E questo sembra contrastare inevitabilmente con la dimensione urbana, che trova proprio nella «densità» – di edifici, di funzioni, di persone – una delle cifre della sua esistenza. Tuttavia, prima ancora di pensare a sistemi di controllo sociale supportati dalla moderna tecnologia, forse potrebbe essere più utile riflette sulle modalità con cui la città fisica possa essere trasformata e adeguata alle nuove sensibilità.

Una delle soluzioni da promuovere nell’immediato potrebbe essere quella di cambiare radicalmente il modo di fare commercio e il modo di fare ristorazione dentro le città. Promuovendo maggiormente una naturale modalità di messa in sicurezza rispetto alla trasmissione del virus: l’aria aperta. Proiettando, di conseguenza, verso l’esterno una serie di attività che oggi si svolgono al coperto ma che non devono essere necessariamente legate esclusivamente agli spazi interni. Parte del commercio e buona parte della ristorazione potrebbero trovare ospitalità nelle strade cittadine, accelerando quel processo di espulsione del traffico dal centro storico da tempo invocato da molte parti.

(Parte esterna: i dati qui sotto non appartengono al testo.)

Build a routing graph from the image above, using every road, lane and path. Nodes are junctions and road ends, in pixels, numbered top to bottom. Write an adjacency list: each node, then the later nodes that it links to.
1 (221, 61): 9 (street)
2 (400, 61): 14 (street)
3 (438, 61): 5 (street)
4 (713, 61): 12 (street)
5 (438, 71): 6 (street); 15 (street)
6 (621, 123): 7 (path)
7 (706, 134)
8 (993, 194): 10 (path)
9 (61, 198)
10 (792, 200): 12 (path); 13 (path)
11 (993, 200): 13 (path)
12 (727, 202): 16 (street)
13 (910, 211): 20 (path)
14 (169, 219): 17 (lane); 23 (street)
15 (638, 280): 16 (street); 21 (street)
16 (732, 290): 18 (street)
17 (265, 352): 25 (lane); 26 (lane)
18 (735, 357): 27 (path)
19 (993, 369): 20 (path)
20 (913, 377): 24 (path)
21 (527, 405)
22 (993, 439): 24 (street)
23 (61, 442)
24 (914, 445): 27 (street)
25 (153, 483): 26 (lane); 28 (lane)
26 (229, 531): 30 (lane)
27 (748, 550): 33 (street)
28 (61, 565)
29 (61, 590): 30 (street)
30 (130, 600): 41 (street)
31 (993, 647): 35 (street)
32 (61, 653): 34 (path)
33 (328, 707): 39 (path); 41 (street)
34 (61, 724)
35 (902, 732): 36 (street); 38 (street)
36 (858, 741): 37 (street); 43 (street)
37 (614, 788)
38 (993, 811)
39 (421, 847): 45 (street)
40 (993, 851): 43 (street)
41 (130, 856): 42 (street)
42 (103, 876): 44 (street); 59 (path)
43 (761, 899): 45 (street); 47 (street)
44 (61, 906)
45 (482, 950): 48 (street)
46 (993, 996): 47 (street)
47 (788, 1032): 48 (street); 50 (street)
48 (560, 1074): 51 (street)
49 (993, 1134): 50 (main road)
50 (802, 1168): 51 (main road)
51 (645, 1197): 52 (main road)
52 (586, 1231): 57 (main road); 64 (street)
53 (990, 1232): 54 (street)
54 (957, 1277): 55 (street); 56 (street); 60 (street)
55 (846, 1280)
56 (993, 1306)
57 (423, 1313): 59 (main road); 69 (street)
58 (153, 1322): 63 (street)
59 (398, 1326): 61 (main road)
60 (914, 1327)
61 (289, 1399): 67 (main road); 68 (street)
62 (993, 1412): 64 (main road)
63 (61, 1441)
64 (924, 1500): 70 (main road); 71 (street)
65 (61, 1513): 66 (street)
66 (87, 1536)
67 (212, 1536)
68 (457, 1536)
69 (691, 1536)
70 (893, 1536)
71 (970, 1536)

Riflettendo in particolare sulla città di Trento: perché non approfittare dell’urgenza di riattivare il commercio in città ripensando globalmente la fruizione del contro storico e trasformando il «Giro al Sas» in una grande area pedonalizzata, vietata a tutti motori, dove strade, marciapiedi, slarghi, piazze e piazzuole possano diventare un grande spazio a servizio del commercio e della ristorazione? Ecco: la contingenza di queste settimane potrebbe diventare una straordinaria occasione per rivedere, al meglio, questi spazi della città. Una trasformazione «temporanea», implementata sull’onda dell’emergenza ma nel segno della qualità urbana che, anche quando risultasse conclusa l’attuale paura del contagio – ne sono sicuro – non ci rifarebbe più tornare indietro.